Sunday, June 17, 2007

UPA has now patent on 'innocence'!

UPA has no patent on 'innocence'!

By Amba Charan Vashishth


A very important news failed to get the media attention it deserved: When UPA government celebrated its three years in office over an official dinner in the third week of May 2007 in which the elite high dignitaries exclusively invited, among others, included UPA’s former ‘honourable’ minister and JMM chief Shiboo Soren presently in jail for over seven months undergoing a life sentence for the crime of murder.

The invitation may be correct politically, but cannot be right morally, legally and constitutionally.

How could a convict find his name in the honours list of invitees to an elite official dinner? It is beside the point that he could not have joined this noble gathering without the jail authorities being permitted by a competent court of law. And an invitation to dinner by the head of government in the country, in the eyes of law, could be no justification for grant of a parole, in public interest, to a convict. It is also a fact that no permission was sought even. The dinner passed off without the glitter of Soren's presence.

Affront to Constitution

The invitation to an official dinner to a convict by a government constituted as per provisions of the Constitution is an affront to the word and spirit of law as also against the oath the Prime Minister and his colleagues had taken at the time of being sworn to office: “to do right to all manner of people in accordance with the Constitution and the law, without fear or favour, affection or ill-will”.

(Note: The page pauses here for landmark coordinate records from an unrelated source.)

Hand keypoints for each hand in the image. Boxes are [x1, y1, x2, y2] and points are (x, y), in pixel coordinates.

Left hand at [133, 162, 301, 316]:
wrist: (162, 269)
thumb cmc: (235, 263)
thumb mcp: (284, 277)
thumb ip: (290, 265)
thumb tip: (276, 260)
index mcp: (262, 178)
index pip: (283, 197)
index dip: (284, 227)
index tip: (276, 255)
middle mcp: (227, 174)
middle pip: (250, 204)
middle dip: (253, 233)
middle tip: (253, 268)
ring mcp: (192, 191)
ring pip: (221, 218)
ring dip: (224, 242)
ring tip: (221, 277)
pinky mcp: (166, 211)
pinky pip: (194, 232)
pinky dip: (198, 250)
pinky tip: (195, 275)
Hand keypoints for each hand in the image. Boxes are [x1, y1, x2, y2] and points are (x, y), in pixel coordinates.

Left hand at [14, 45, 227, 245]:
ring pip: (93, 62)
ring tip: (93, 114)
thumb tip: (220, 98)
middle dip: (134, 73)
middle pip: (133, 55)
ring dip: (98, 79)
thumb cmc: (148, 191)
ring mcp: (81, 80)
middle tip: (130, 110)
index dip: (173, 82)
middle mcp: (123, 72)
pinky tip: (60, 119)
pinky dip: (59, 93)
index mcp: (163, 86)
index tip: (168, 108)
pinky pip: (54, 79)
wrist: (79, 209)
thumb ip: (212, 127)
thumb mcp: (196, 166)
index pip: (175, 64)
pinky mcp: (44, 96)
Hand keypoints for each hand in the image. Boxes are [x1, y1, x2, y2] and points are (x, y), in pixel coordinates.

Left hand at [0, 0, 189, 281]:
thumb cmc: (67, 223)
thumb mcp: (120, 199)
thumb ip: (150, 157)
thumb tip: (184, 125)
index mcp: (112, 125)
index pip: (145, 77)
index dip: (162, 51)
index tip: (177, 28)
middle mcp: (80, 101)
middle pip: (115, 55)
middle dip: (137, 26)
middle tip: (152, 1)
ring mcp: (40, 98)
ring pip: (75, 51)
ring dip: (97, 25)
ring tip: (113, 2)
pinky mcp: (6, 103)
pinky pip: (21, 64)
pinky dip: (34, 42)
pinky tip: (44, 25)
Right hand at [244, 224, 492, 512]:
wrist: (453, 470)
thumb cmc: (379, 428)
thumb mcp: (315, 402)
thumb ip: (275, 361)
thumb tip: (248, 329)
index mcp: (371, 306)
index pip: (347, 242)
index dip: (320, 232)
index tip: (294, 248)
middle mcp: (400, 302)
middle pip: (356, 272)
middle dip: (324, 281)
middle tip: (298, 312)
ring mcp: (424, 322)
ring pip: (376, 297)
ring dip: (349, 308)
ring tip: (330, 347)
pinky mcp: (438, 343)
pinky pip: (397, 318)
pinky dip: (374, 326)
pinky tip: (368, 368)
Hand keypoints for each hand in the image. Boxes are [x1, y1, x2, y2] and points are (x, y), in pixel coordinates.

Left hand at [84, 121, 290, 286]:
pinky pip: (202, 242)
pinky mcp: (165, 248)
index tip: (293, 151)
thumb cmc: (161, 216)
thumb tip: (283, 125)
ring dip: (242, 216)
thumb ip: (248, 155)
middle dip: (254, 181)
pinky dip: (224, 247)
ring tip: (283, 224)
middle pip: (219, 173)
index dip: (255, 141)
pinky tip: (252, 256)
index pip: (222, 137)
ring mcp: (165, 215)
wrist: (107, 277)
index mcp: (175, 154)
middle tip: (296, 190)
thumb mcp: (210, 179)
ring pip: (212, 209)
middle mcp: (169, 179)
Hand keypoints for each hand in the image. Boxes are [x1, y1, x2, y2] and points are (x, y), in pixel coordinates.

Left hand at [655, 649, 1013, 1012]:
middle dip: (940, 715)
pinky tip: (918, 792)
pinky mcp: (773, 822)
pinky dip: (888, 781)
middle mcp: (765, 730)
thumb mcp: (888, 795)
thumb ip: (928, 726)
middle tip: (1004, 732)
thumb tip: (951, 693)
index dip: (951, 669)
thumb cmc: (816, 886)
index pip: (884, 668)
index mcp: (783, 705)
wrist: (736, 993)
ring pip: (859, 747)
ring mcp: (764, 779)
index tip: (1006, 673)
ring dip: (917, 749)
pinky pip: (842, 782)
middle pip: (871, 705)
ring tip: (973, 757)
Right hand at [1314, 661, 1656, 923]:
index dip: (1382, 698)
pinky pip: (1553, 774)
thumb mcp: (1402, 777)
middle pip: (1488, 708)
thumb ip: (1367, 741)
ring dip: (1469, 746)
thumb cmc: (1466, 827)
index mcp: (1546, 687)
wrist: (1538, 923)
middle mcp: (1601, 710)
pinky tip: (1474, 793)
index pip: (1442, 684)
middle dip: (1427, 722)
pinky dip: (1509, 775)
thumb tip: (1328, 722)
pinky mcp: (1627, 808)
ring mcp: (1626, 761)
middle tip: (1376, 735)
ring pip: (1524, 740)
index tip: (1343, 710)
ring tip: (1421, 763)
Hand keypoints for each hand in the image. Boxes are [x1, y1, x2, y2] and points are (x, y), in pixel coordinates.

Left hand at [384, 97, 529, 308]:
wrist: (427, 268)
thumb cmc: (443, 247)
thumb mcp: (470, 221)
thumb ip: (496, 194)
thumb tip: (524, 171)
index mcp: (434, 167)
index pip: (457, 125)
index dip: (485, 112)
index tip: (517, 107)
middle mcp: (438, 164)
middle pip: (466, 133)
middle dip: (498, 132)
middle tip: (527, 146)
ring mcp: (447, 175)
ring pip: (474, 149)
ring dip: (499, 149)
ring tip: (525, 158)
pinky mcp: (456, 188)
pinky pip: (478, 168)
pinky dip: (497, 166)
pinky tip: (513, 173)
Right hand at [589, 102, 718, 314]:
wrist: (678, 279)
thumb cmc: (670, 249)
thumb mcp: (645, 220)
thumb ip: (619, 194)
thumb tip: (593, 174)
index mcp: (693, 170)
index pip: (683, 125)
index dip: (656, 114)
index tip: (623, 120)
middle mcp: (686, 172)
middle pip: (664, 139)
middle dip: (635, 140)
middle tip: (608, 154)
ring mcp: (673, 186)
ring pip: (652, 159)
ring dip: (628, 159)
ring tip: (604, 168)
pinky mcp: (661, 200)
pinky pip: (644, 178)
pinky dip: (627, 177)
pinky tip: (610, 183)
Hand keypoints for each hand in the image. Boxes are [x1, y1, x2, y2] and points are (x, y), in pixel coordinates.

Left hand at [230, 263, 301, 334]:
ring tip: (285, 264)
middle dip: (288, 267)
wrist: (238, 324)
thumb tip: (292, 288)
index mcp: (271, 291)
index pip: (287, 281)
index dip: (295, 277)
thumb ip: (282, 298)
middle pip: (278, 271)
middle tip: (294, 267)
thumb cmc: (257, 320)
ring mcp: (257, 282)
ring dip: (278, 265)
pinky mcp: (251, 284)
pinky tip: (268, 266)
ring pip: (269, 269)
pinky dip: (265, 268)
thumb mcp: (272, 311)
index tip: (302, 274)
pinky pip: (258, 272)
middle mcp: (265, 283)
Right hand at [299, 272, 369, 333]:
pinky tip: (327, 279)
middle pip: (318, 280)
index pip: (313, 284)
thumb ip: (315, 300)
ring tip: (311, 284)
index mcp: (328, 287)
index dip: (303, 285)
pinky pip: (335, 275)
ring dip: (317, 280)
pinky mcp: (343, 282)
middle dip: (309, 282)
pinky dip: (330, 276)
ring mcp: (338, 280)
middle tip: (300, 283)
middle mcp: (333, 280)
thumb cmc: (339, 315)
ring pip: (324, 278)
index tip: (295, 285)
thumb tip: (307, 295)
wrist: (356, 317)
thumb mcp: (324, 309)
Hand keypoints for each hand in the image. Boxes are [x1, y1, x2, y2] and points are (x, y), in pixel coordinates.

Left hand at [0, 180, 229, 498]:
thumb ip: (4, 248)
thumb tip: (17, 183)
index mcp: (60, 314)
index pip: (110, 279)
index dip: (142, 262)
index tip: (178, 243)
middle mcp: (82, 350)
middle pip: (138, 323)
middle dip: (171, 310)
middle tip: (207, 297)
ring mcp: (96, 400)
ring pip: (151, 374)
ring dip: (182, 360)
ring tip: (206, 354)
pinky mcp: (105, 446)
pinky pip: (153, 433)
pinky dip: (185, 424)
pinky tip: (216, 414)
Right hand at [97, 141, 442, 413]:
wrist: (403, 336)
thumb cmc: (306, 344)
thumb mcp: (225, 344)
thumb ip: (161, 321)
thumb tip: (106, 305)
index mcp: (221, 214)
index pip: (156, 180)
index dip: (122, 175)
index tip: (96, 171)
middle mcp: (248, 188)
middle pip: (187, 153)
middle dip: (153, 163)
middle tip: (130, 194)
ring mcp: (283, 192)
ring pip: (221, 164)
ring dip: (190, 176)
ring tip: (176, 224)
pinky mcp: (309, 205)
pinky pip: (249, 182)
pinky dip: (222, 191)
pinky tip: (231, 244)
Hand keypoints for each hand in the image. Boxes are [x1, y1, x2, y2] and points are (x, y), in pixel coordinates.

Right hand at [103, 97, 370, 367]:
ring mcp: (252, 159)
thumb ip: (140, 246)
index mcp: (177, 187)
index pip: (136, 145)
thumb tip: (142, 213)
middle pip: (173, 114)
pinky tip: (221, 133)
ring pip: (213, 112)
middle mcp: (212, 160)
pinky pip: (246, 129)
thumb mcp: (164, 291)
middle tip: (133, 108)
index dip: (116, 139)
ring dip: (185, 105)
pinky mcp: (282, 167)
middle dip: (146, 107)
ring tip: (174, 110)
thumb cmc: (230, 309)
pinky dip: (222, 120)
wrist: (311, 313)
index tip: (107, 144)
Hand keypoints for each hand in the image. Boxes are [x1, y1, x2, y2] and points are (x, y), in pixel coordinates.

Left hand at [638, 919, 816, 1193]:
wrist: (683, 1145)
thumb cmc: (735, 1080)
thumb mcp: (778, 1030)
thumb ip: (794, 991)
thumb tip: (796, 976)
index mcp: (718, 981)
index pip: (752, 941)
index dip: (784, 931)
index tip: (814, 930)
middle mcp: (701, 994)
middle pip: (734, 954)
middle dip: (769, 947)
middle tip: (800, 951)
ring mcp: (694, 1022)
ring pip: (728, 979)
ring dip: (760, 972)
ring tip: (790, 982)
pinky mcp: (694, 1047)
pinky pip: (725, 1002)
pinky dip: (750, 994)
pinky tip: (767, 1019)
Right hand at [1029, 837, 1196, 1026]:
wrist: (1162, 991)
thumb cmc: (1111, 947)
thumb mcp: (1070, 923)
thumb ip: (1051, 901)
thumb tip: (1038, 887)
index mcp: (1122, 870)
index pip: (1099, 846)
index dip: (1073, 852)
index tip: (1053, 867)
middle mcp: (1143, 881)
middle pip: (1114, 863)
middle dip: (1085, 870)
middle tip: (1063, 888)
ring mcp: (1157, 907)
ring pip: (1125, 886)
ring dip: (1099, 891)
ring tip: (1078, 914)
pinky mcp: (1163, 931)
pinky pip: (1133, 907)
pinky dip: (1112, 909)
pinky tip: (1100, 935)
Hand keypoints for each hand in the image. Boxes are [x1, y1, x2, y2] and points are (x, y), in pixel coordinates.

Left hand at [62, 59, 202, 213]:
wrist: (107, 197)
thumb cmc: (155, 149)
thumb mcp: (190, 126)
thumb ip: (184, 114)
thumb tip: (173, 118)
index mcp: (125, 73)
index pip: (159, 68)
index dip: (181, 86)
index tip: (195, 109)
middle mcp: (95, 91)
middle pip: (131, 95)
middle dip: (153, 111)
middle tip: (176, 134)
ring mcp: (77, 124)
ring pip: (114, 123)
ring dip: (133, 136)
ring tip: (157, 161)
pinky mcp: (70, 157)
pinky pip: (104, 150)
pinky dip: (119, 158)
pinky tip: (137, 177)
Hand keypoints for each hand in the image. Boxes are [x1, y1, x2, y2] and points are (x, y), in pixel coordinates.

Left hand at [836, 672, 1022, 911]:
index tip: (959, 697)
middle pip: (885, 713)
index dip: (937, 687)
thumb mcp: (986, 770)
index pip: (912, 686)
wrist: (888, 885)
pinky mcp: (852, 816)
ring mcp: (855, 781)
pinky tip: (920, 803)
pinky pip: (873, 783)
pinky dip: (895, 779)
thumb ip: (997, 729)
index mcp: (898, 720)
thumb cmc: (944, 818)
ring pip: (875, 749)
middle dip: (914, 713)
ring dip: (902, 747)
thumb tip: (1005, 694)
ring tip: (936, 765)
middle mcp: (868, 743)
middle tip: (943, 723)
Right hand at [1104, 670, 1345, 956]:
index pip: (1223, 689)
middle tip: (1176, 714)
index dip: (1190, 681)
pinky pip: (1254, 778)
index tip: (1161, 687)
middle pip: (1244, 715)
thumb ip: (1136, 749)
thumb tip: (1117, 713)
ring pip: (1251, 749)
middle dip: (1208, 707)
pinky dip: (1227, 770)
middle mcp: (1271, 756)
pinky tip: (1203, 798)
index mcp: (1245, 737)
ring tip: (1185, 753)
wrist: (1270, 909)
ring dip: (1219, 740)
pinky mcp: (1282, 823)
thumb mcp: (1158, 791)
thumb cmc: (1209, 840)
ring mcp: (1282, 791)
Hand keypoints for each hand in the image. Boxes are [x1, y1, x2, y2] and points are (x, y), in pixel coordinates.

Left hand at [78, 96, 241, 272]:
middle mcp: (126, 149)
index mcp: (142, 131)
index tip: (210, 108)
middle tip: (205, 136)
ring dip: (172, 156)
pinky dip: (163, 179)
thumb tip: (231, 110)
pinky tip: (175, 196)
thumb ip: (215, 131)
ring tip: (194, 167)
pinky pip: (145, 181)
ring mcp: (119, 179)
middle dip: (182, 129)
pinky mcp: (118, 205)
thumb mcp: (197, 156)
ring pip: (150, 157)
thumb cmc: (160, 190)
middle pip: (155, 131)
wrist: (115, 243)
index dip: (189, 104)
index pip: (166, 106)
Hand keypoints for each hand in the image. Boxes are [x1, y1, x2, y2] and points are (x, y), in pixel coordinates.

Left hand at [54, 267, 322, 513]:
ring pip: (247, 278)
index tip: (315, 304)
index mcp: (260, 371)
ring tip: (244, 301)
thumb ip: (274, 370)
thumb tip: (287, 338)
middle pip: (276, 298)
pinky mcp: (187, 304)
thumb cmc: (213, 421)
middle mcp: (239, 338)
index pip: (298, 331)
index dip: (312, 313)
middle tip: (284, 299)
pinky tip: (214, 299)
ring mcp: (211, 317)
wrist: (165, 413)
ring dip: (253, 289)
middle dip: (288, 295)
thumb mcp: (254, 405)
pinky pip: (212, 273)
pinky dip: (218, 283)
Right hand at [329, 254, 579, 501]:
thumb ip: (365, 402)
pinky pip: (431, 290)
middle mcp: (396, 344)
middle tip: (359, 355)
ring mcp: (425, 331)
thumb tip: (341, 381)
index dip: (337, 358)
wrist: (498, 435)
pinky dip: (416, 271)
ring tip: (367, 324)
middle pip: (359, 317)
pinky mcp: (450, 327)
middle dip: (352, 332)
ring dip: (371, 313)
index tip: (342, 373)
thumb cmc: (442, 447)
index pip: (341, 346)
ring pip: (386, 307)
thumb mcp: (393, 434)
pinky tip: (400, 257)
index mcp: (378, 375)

The former minister and MP Shibboo Soren and the convict Shibboo Soren are not two different identities; both are one and the same individuals in body and soul. Even if motivated by considerations of political expediency, the solicitation extends an honour to a person convicted of a heinous crime.

On assuming office the UPA invented a new alibi to save itself of the embarrassment and also its government -- the alibi that every person is 'innocent' till convicted by a court of law. This it did because without propagating this high principle, it could initially neither garner majority to form a government nor could the government subsist for a moment

Shibboo Soren stands condemned for the crime of a murder. If UPA wishes to stretch the argument that he continues to be 'innocent' as the highest court of the country, the Supreme Court (his case is as yet pending in Delhi High Court), has not as yet given the final word, it could be accused of being illogical just to stick to power. Despite the glare of reality, UPA continues tosee this reality as accepting Soren as a convict as per court verdict has disastrous political ramifications for its life in power.

Harshad Mehta 'innocent'?

Surprisingly, UPA invokes this 'innocent' doctrine only when it serves its political purpose. Not otherwise. In numerous cases has it demanded resignation – or dismissal -- of chief ministers and ministers of non-UPA governments and politicians even where no criminal case had been registered against them, not to speak of their having been charge-sheeted or convicted, like Shibboo Soren and many others in UPA, for any crime by any court of law.

Congress hasn't have got, as yet, this alibi of 'innocence' patented in its name that no one else can use it. Tomorrow late Harshad Mehta's family can, with the equal vehemence of moral force, also claim that he was 'innocent' because although convicted by a lower court, the Supreme Court had not said the final word in his case because his appeals against conviction were pending consideration in courts at the time of his death.